Há personagens da chamada vida real que parecem ter sido imaginados pela ficção. A cabeleireira Mel é uma delas. Mulher trans capixaba, cristã fervorosa, se autodefine como ativista em tempo integral. E é sobre esse aspecto de sua vida que o documentário Toda Noite Estarei Lá, das cineastas Suellen Vasconcelos e Tati Fanklin, se debruça com suas lentes.
O longa-metragem, que participa da Competitiva Brasileira do festival Olhar de Cinema, começou a ser gravado em 2017, quando Mel, impedida de frequentar os cultos de uma das igrejas da Assembleia de Deus em Vitória, por conta de sua identidade de gênero, decide ir à luta sem pedir licença.
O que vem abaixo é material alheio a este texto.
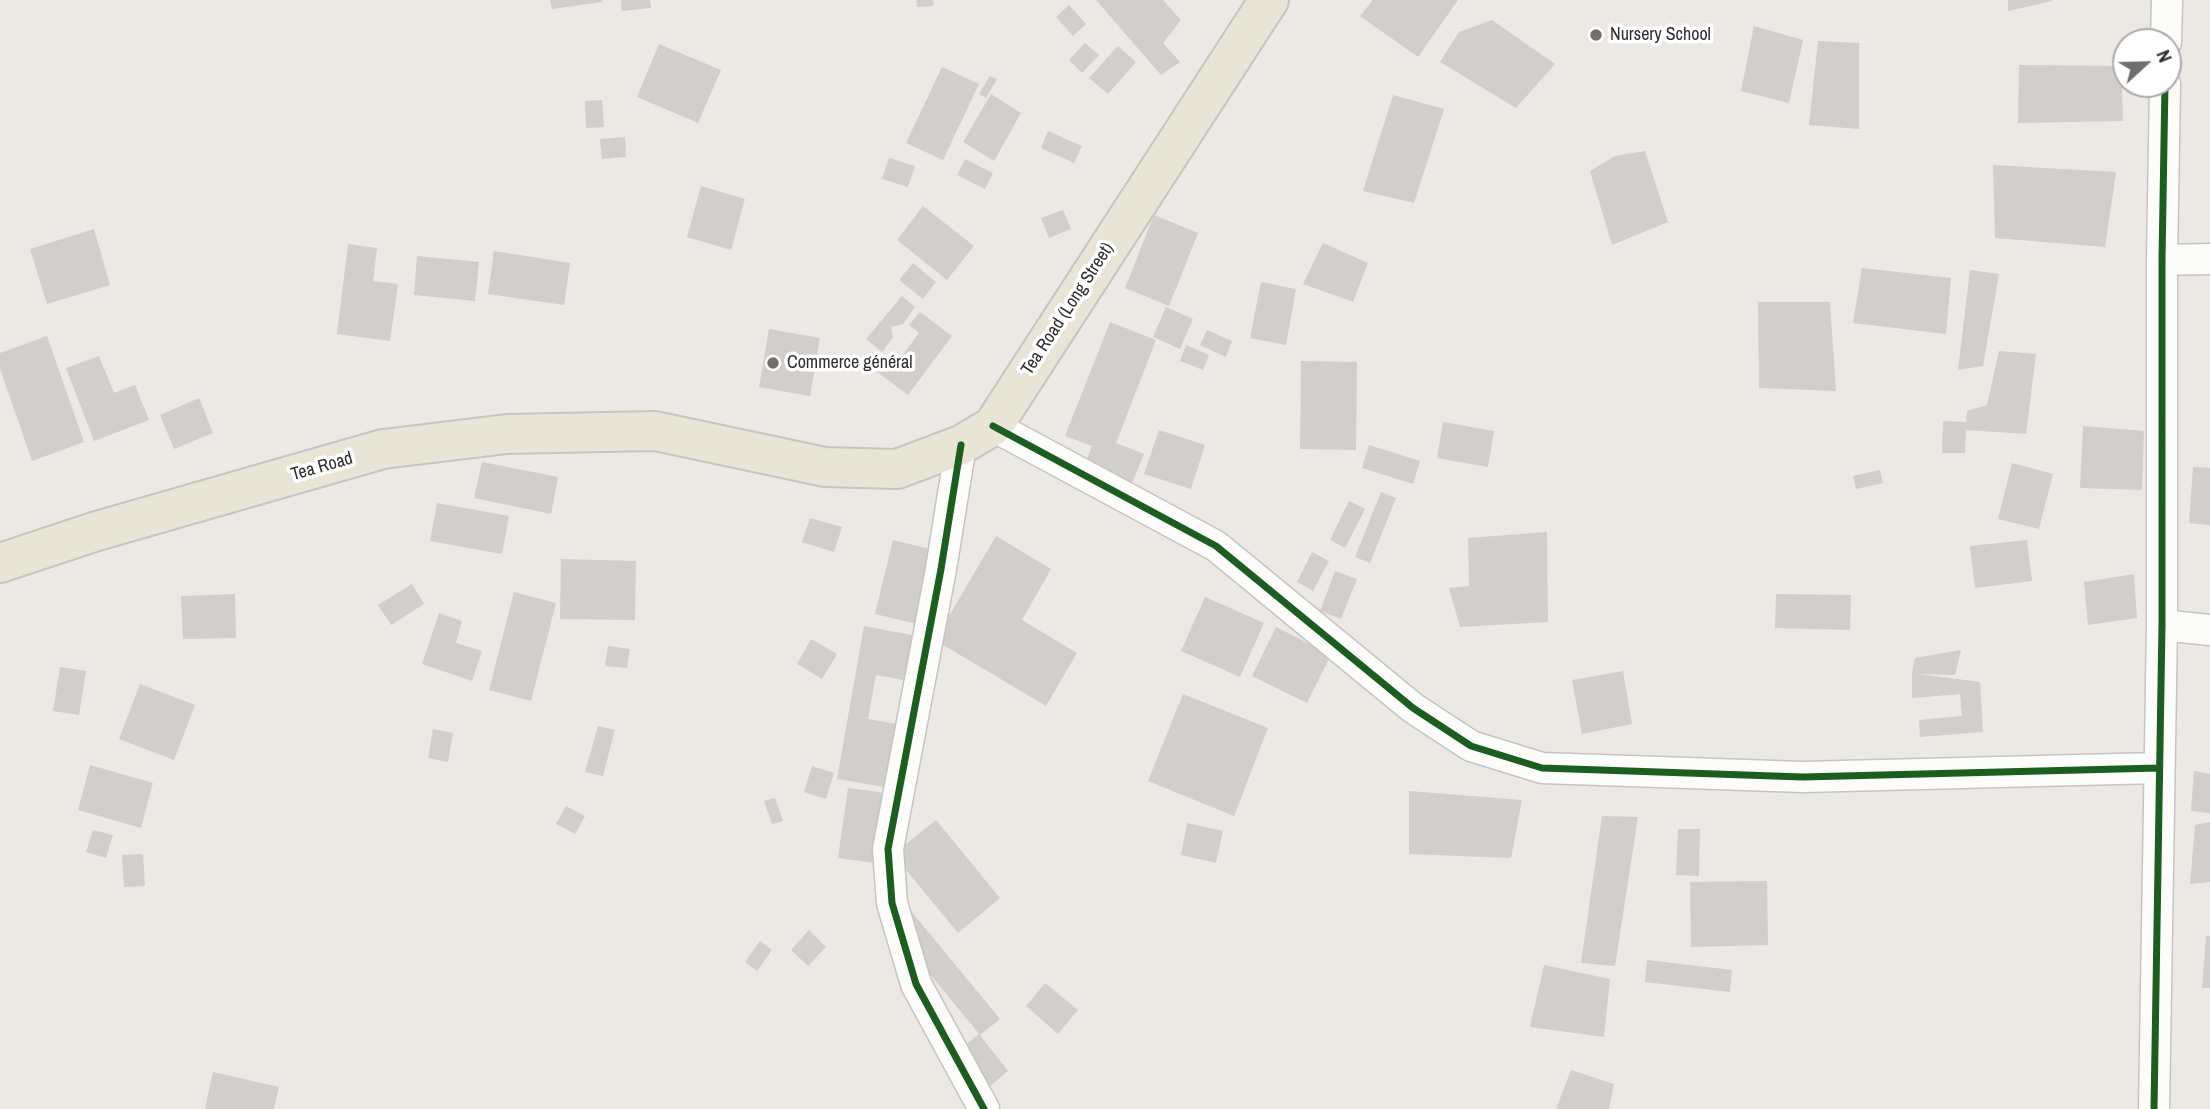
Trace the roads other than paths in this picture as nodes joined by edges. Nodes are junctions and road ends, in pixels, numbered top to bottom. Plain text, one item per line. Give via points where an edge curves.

Toda noite de culto, ela prepara cartazes de protesto e os leva para a porta do templo evangélico, reivindicando seu direito constitucional de entrar e professar sua fé. Mas vista como uma encarnação demoníaca, uma provocação indesejada, ela é sempre barrada.
Toda Noite Estarei Lá acompanha o calvário de Mel bastante de perto, retratando seu cotidiano no pequeno salão de beleza que administra sozinha, e na casa que divide com a mãe idosa, Carol, adepta da religião Testemunhas de Jeová. Nas paredes de sua residência, assim como nas de seu estabelecimento comercial, Mel pinta e afixa versículos bíblicos, dizeres do livro sagrado, como se, de alguma forma, pudesse trazer para seu dia a dia o que ela não consegue viver plenamente na comunidade religiosa que ela escolheu e a rejeita, cerrando suas portas.
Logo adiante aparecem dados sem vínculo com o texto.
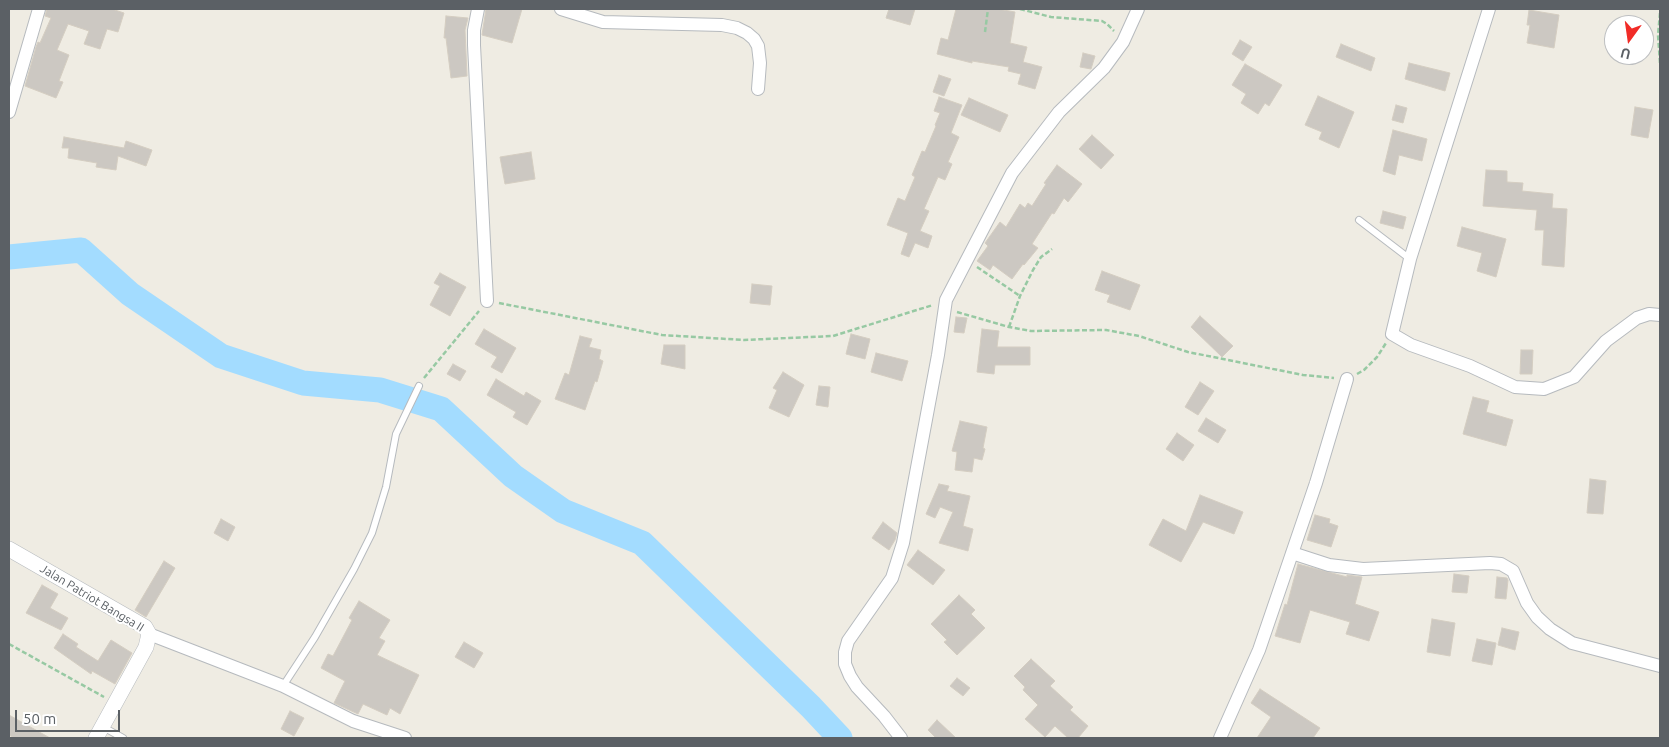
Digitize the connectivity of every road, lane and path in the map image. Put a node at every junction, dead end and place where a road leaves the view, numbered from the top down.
1 (38, 9) edge
2 (478, 9) edge
3 (561, 9) edge
4 (609, 9) edge
5 (988, 9) edge
6 (1020, 9) edge
7 (1138, 9) edge
8 (1489, 9) edge
9 (1660, 13) edge
10 (603, 22) junction
11 (985, 32) dead end
12 (1123, 42) junction
13 (1660, 63) edge
14 (758, 89) dead end
15 (9, 112) edge
16 (1359, 220) dead end
17 (1052, 249) dead end
18 (1410, 259) junction
19 (968, 261) junction
20 (1020, 296) junction
21 (487, 301) junction
22 (946, 305) junction
23 (1660, 315) edge
24 (1009, 327) junction
25 (1392, 334) junction
26 (1347, 380) junction
27 (419, 386) joint
28 (9, 549) edge
29 (1292, 553) junction
30 (149, 634) junction
31 (9, 644) edge
32 (1660, 666) edge
33 (283, 686) junction
34 (116, 704) junction
35 (100, 733) edge
36 (123, 738) edge
37 (404, 738) edge
38 (901, 738) edge
39 (1220, 738) edge

1 - 15 street
2 - 21 street
3 - 10 street
4 - 10 street
5 - 11 path
6 - 12 path
7 - 12 street
8 - 18 street
9 - 13 path
10 - 14 street
12 - 19 street
16 - 18 lane
17 - 20 path
18 - 25 street
19 - 20 path
19 - 22 street
20 - 24 path
21 - 22 path
21 - 27 path
22 - 24 path
22 - 38 street
23 - 25 street
24 - 26 path
25 - 26 path
26 - 29 street
27 - 33 lane
28 - 30 street, Jalan Patriot Bangsa II
29 - 32 street
29 - 39 street
30 - 33 street
30 - 34 street, Jalan Patriot Bangsa II
31 - 34 path
33 - 37 street
34 - 35 street, Jalan Patriot Bangsa II
35 - 36 lane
Aliás, toda a narrativa de Toda Noite Estarei Lá é marcada por portas fechadas, que ao longo do filme desempenham um papel metafórico para falar da existência trans. Mel, contudo, não se intimida. Entra na Justiça para garantir o direito de frequentar a igreja que escolheu. O documentário está com ela ao longo de todo o processo, mas a câmera, por solicitação dos advogados dos pastores, é impedida de acompanhar as audiências.
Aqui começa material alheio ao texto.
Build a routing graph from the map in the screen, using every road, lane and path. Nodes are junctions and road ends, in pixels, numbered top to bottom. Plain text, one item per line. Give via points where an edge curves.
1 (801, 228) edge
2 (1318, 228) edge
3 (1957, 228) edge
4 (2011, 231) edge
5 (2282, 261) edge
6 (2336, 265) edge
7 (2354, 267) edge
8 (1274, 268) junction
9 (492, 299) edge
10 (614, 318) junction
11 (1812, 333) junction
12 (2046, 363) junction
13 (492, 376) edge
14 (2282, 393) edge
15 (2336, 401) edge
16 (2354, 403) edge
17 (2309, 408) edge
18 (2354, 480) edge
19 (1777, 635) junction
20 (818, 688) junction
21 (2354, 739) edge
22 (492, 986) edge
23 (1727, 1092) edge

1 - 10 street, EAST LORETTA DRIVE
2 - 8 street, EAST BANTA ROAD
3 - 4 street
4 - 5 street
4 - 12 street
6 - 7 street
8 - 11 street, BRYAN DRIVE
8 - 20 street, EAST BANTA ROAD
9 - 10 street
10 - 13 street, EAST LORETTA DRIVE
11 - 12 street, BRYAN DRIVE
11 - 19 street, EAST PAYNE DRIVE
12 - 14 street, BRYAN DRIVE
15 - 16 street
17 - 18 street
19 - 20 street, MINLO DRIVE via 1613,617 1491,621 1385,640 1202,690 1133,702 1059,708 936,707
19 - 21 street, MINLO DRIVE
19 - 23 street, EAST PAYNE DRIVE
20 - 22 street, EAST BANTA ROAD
Em uma decisão estética potente, Suellen Vasconcelos e Tati Fanklin optam por também filmar essas portas fechadas, atrás das quais o destino da cabeleireira é decidido. Primeiro, Mel é derrotada e, depois, ao ter seu recurso julgado, recupera o direito de voltar a frequentar o templo, ainda que essa vitória se torne fugidia frente à intolerância dos pastores.
Em uma decisão estética potente, Suellen Vasconcelos e Tati Fanklin optam por também filmar essas portas fechadas, atrás das quais o destino da cabeleireira é decidido.
Suellen Vasconcelos e Tati Fanklin não desistem de Mel e seguem seus passos ao longo de anos marcados pela ascensão de um governo ultraconservador de Jair Messias Bolsonaro e pelas dificuldades trazidas por uma inesperada pandemia, quando ela vê sua clientela minguar e a renda cair. É nesse período que Mel volta a ser proibida de professar sua fé e retoma a batalha por justiça
A insistência e resiliência de Mel se tornam, da mesma forma, a das diretoras, que continuam a seguir seus passos, sua saga, do lado de dentro, realizando um documentário precioso, de enorme força, que tem cenas memoráveis, muito por conta da personalidade exuberante da protagonista, muito carismática, cativante.
Em certa medida, é questionável a opção de Toda Noite Estarei Lá de omitir o passado de Mel. Em debate que se seguiu à projeção do filme no Cineplex Novo Batel, ela revelou que se aproximou da religião evangélica após ser presa por tráfico – ela vendia drogas no seu salão, o que a levou a ser condenada a seis anos detenção. Essa informação, tão essencial à biografia da personagem, não está no filme, e poderia tê-la tornado ainda mais complexa, mas a omissão não chega a macular o impactante resultado final.